— EXERCISE REQUIREMENTS —
After reading the data below, copy out every line that contains the word "where".

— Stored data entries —
::::

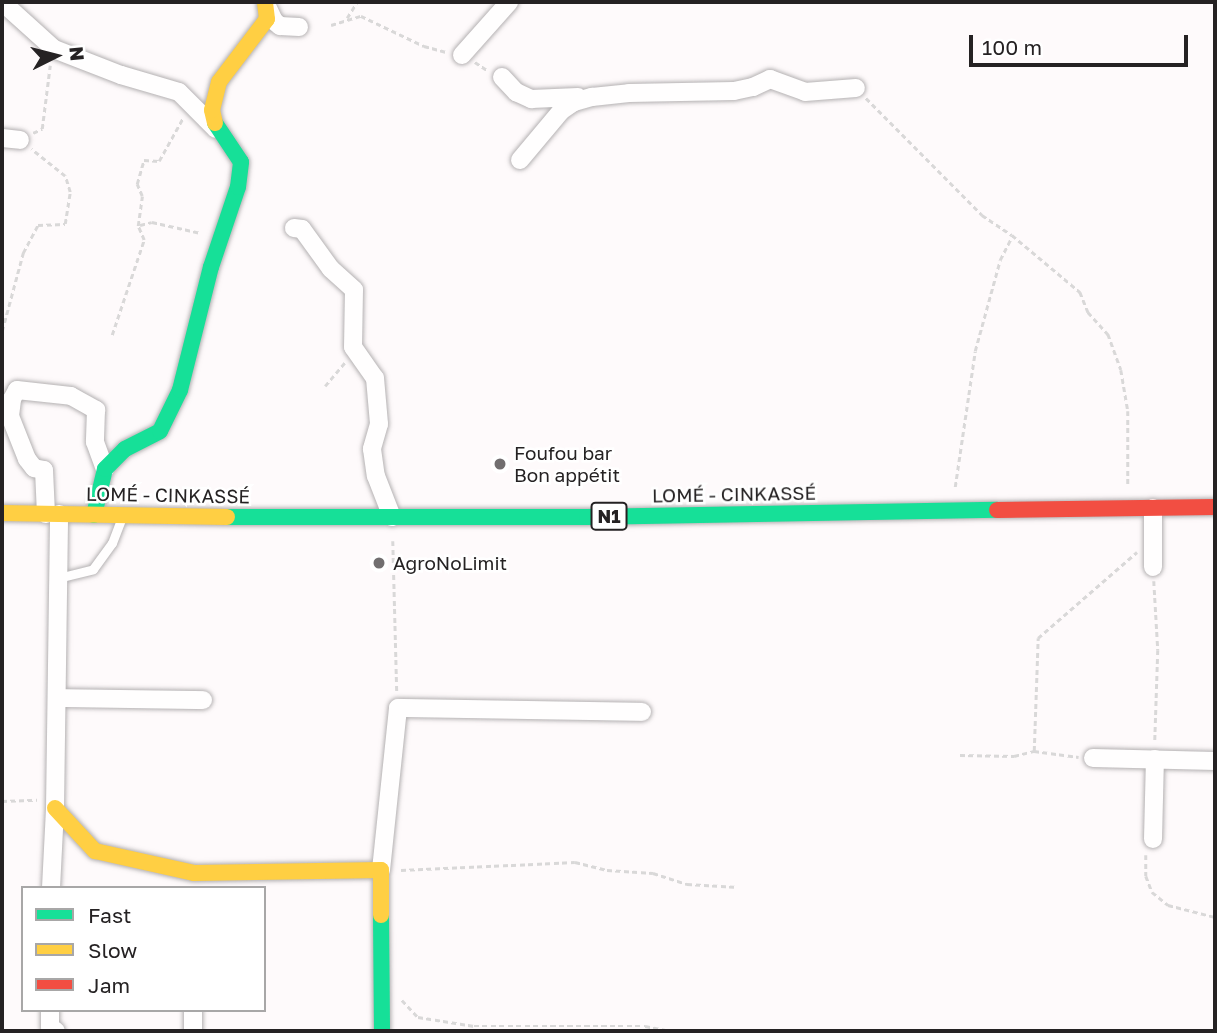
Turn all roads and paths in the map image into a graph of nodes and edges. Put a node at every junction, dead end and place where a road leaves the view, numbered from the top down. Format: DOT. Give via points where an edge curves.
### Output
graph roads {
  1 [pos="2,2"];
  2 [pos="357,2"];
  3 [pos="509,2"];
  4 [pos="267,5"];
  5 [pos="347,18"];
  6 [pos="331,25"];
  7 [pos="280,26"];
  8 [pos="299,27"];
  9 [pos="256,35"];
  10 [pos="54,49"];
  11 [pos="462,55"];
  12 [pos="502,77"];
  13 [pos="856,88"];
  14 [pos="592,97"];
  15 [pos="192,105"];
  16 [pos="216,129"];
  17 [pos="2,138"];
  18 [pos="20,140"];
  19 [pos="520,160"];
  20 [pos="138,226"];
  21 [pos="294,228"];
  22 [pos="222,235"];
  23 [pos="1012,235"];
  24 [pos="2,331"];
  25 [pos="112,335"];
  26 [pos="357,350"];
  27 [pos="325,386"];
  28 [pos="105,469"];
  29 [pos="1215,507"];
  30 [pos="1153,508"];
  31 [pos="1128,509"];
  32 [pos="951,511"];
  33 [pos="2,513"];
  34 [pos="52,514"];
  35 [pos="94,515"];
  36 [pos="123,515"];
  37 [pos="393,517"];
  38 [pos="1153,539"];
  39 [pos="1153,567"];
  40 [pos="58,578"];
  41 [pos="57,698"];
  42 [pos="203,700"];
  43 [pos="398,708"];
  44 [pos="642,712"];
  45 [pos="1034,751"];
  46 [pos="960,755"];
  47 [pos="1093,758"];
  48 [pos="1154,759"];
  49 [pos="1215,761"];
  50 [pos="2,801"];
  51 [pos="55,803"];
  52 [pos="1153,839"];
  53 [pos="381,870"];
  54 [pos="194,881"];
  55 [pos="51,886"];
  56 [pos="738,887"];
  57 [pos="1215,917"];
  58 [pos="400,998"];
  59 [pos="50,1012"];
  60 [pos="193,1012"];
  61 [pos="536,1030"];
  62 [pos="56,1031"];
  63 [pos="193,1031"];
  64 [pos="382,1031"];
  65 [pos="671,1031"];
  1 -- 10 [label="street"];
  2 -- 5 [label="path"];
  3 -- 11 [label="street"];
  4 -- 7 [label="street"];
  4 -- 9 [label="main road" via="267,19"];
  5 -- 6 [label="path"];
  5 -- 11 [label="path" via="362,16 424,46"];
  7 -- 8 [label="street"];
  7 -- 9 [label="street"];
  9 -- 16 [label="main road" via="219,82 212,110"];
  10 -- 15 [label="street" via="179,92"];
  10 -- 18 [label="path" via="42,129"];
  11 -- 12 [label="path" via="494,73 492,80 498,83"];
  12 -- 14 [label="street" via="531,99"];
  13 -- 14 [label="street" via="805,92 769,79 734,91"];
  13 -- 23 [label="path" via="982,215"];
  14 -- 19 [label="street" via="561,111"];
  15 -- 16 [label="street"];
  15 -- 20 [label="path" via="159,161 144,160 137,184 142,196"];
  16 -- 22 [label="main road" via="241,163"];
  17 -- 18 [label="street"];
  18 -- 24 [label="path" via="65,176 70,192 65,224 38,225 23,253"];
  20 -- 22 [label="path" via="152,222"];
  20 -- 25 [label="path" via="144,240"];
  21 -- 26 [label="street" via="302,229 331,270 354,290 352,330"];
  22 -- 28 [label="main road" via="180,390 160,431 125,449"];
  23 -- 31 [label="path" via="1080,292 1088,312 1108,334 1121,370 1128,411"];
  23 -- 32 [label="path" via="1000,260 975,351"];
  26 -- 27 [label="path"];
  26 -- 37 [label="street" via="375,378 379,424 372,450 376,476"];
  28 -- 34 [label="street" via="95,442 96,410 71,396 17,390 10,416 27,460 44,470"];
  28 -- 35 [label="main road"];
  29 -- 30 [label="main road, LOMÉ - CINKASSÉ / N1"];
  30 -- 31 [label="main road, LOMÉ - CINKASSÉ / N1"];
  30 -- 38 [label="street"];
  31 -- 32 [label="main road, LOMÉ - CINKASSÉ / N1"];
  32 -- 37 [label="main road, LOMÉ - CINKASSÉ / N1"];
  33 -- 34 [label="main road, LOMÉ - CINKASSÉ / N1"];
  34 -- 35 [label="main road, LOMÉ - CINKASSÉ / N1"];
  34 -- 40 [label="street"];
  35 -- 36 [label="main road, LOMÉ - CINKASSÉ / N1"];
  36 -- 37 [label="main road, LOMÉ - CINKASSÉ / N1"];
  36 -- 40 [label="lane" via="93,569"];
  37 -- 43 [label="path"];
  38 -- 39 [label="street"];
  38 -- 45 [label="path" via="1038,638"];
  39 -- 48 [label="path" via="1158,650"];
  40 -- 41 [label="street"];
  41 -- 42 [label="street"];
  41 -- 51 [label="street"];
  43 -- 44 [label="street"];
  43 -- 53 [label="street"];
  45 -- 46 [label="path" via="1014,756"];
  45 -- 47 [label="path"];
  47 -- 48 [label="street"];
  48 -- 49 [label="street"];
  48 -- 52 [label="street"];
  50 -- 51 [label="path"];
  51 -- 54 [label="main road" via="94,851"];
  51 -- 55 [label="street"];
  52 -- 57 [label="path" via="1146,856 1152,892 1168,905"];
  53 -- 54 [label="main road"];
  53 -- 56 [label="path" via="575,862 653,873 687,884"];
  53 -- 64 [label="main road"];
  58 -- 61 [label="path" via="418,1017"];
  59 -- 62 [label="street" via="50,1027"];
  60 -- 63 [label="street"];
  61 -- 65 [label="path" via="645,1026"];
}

::::

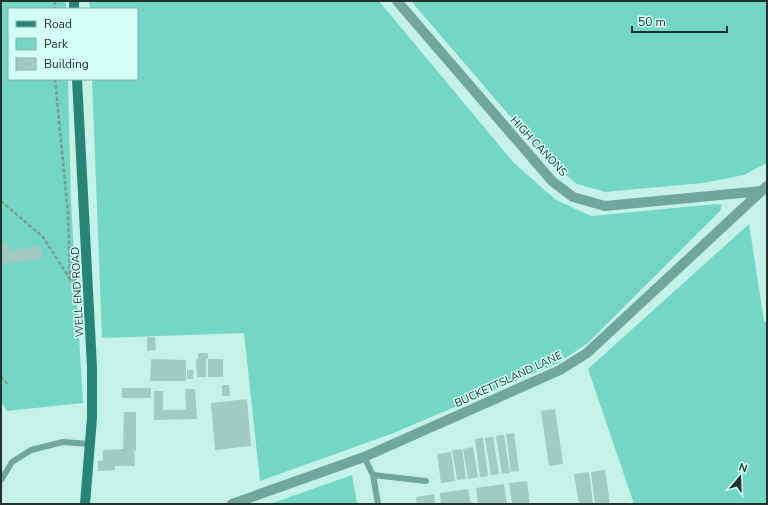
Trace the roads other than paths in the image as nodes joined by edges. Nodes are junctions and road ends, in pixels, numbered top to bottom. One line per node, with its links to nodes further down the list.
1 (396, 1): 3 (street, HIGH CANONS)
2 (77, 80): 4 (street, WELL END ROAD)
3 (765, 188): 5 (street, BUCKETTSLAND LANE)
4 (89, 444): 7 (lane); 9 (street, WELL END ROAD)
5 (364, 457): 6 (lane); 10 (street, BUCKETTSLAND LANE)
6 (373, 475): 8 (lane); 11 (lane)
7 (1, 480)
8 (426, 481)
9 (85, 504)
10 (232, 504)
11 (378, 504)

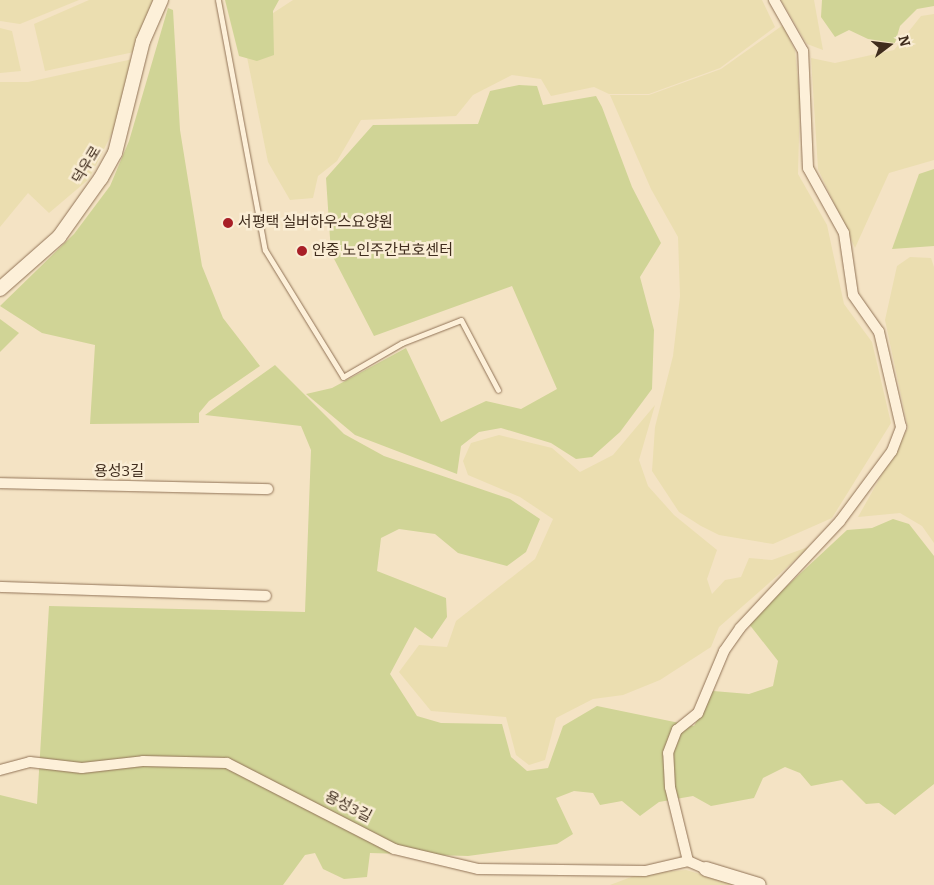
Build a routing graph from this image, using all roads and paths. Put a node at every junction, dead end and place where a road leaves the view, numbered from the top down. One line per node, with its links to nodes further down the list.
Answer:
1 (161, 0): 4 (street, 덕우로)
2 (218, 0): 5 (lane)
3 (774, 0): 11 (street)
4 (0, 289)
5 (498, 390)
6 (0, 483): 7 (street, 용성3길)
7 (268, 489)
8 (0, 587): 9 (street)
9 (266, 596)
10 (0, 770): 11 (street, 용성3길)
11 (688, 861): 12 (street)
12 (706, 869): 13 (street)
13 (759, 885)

::::

— TASK ANSWER —
Turn all roads and paths in the map image into a graph of nodes and edges. Put a node at every junction, dead end and place where a road leaves the view, numbered from the top down. Format: DOT. Give via points where an edge curves.
Build a routing graph from this image, using all roads and paths. Put a node at every junction, dead end and place where a road leaves the view, numbered from the top down. One line per node, with its links to nodes further down the list.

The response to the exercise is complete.